Bitcoin Forum

Bitcoin => Development & Technical Discussion => Topic started by: TierNolan on June 30, 2011, 11:08:43 AM



Title: P2P block download - use bit torrent like method
Post by: TierNolan on June 30, 2011, 11:08:43 AM
At the moment, the block chain is downloaded linearly.  This places a large load on the other node and it isn't possible for the downloader to pay back the other node.

A better method would be to download the blocks like in bittorrent.

Download all the headers. 

This should be fast, since it is 80 bytes per block. 

80 bytes every 10 minutes is around 4MB per year.

Download missing blocks

Since you have all the headers, you can ask for any 500 blocks that you want.

You could download blocks 1000-1500 from a seed and another peer could download 500-1000 from a seed.  You could then share the blocks with each other.  This greatly reduces the load on the seeding computers.

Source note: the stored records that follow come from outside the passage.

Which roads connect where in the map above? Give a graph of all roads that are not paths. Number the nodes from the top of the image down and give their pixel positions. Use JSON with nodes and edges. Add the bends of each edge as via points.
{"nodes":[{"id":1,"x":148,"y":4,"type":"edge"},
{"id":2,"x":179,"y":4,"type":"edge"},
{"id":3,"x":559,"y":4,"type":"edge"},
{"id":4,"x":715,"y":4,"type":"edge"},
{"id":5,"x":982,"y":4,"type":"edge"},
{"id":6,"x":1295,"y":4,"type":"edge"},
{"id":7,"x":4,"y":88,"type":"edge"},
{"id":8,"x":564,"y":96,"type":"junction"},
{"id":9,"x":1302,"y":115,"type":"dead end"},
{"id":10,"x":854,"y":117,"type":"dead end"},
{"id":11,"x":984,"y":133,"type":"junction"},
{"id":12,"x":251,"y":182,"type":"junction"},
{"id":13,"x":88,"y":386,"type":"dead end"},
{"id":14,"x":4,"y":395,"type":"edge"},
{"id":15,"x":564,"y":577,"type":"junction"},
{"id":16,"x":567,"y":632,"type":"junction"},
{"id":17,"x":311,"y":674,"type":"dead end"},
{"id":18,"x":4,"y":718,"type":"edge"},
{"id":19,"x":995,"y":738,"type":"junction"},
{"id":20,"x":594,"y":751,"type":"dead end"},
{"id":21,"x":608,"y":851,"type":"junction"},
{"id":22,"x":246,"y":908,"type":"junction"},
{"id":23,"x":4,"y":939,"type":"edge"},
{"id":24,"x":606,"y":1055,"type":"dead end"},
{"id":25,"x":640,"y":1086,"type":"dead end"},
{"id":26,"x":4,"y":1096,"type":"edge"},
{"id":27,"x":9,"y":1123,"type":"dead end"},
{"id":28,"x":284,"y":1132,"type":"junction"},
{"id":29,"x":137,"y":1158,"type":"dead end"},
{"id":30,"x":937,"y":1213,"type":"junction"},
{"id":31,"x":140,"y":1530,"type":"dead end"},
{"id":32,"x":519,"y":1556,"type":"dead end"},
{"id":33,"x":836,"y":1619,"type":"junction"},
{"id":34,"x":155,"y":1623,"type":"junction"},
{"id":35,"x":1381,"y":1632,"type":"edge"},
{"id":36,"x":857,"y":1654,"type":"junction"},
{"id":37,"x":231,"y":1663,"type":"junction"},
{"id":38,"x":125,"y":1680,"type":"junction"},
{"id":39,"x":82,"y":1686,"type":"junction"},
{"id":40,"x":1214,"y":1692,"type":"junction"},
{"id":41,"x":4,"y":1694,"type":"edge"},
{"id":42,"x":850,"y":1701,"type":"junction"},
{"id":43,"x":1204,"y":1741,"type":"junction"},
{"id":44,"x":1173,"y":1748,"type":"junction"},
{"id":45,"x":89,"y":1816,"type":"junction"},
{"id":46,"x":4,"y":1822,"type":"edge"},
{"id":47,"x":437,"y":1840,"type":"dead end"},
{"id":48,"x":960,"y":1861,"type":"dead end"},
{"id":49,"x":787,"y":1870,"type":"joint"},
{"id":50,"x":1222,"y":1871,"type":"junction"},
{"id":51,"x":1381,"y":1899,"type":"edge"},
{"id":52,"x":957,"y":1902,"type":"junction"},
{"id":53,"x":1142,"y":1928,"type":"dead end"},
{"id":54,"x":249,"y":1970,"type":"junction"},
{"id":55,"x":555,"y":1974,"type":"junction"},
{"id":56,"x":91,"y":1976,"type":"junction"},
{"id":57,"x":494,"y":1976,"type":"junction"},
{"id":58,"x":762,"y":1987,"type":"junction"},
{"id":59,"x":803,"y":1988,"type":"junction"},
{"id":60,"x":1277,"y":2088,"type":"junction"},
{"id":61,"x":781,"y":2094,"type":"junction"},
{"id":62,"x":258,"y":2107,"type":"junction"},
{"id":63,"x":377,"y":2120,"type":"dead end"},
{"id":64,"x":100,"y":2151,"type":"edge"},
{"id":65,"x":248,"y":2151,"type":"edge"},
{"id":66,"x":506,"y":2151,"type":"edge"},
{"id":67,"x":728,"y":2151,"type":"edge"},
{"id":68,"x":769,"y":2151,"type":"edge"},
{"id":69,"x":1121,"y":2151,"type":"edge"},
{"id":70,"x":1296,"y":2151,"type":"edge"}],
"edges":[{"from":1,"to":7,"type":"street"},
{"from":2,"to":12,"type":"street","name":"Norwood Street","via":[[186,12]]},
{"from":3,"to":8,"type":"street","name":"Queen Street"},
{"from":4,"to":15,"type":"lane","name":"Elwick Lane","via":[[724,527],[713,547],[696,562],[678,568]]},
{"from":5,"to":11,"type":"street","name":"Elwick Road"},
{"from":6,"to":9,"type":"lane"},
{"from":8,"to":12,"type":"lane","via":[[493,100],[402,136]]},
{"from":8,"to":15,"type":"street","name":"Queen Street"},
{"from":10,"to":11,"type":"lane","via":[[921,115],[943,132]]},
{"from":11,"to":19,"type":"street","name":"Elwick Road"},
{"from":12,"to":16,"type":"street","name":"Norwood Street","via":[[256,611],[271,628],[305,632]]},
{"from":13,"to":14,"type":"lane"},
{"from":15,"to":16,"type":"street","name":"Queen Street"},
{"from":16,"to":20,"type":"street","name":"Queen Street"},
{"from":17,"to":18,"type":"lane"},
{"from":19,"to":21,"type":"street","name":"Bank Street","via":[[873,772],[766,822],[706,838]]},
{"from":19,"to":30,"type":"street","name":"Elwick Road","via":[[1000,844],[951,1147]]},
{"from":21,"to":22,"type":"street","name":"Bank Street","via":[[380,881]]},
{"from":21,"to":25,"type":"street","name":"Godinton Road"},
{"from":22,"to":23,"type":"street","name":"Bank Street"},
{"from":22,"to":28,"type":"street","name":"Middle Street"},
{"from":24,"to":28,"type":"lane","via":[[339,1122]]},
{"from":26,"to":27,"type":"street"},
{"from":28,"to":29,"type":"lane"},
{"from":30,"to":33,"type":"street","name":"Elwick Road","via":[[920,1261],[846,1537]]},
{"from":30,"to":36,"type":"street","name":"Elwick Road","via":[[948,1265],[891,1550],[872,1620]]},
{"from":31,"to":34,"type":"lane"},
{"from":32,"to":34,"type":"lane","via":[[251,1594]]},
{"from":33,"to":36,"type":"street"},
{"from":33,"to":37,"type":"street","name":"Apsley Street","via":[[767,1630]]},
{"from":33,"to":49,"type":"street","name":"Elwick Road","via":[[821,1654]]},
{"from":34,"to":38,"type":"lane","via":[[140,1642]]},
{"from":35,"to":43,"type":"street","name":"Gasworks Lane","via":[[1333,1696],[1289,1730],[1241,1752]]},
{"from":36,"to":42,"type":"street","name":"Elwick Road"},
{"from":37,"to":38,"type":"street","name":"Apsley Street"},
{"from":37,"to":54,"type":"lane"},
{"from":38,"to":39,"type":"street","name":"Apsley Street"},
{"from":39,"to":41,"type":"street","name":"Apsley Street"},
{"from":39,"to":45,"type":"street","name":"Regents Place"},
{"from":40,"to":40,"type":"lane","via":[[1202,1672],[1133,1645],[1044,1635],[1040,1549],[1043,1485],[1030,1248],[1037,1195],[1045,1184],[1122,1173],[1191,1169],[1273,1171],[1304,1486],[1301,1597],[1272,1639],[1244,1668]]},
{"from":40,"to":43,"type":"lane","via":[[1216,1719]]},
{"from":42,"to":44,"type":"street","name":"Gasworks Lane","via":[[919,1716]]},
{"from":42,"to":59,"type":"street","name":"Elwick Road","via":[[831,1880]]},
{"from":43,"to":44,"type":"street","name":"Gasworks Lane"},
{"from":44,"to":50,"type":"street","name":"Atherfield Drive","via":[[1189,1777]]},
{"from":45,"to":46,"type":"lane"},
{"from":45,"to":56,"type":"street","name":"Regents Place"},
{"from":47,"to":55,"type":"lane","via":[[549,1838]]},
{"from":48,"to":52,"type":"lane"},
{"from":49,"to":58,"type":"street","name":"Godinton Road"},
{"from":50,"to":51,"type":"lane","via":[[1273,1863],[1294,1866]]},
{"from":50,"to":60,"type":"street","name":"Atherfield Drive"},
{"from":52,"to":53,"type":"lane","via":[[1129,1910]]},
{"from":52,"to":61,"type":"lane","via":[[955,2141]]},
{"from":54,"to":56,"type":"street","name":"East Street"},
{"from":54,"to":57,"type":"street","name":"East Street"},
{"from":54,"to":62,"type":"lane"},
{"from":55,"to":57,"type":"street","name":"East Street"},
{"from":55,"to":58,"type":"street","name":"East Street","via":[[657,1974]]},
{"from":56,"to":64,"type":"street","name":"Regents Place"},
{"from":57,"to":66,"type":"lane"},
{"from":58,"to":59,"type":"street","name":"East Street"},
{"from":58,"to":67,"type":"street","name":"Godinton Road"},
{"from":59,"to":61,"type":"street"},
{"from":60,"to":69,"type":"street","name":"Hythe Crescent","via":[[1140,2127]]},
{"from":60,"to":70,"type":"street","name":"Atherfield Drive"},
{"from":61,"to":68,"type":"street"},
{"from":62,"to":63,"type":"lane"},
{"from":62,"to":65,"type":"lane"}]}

Blocks near the end of the chain are more valuable, since they are more likely to have active transactions.  The random selection could be biased towards trying to get those first.


Title: Re: P2P block download - use bit torrent like method
Post by: XIU on June 30, 2011, 11:21:33 AM
Isn't the reason that the blocks have to verified linear anyway? As in part of the hash is the result of the previous hash?


Title: Re: P2P block download - use bit torrent like method
Post by: TierNolan on June 30, 2011, 11:25:43 AM
Isn't the reason that the blocks have to verified linear anyway? As in part of the hash is the result of the previous hash?

Mostly, it is the block chain itself that needs to be verified.  Once you have that, you can distinguish fake blocks from real blocks.

Blocks that have inputs connected to blocks that you haven't downloaded could be tagged as pending until the corresponding input block is downloaded.

However, any block that is more than 100-200 blocks away from the last block in the chain is almost certain to be valid and doesn't really need to be checked.


Title: Re: P2P block download - use bit torrent like method
Post by: just_someguy on June 30, 2011, 12:49:55 PM
Quote
Mostly, it is the block chain itself that needs to be verified.  Once you have that, you can distinguish fake blocks from real blocks.

Unless you are doing simple payment verification you can't verify a block until you have all previous blocks.

You can't know if anything in the block you are examining is a double spend unless you possess the data where those double spends would exist.
If you are downloading the headers with the intention of downloading all the full blocks then you might as well just download the full blocks since you are going to do the same work twice.




Title: Re: P2P block download - use bit torrent like method
Post by: TierNolan on June 30, 2011, 01:32:22 PM
If you are downloading the headers with the intention of downloading all the full blocks then you might as well just download the full blocks since you are going to do the same work twice.

That isn't entirely true.  You could download the chain and then download the last 2 weeks worth of blocks.  If anyone sent you money the last 2 weeks, you could verify the transaction directly.

By verify the block, I just meant confirm that the block is in the chain.

Also, the main proposal was to improve download speed and reduce strain on the seed nodes/miners.

Like in bittorrent, if one client downloads blocks 1-1000 and the other downloads 1001-2000, they can then swap blocks with each other and not download from the seed.  This means that the seed only has to send the chain once.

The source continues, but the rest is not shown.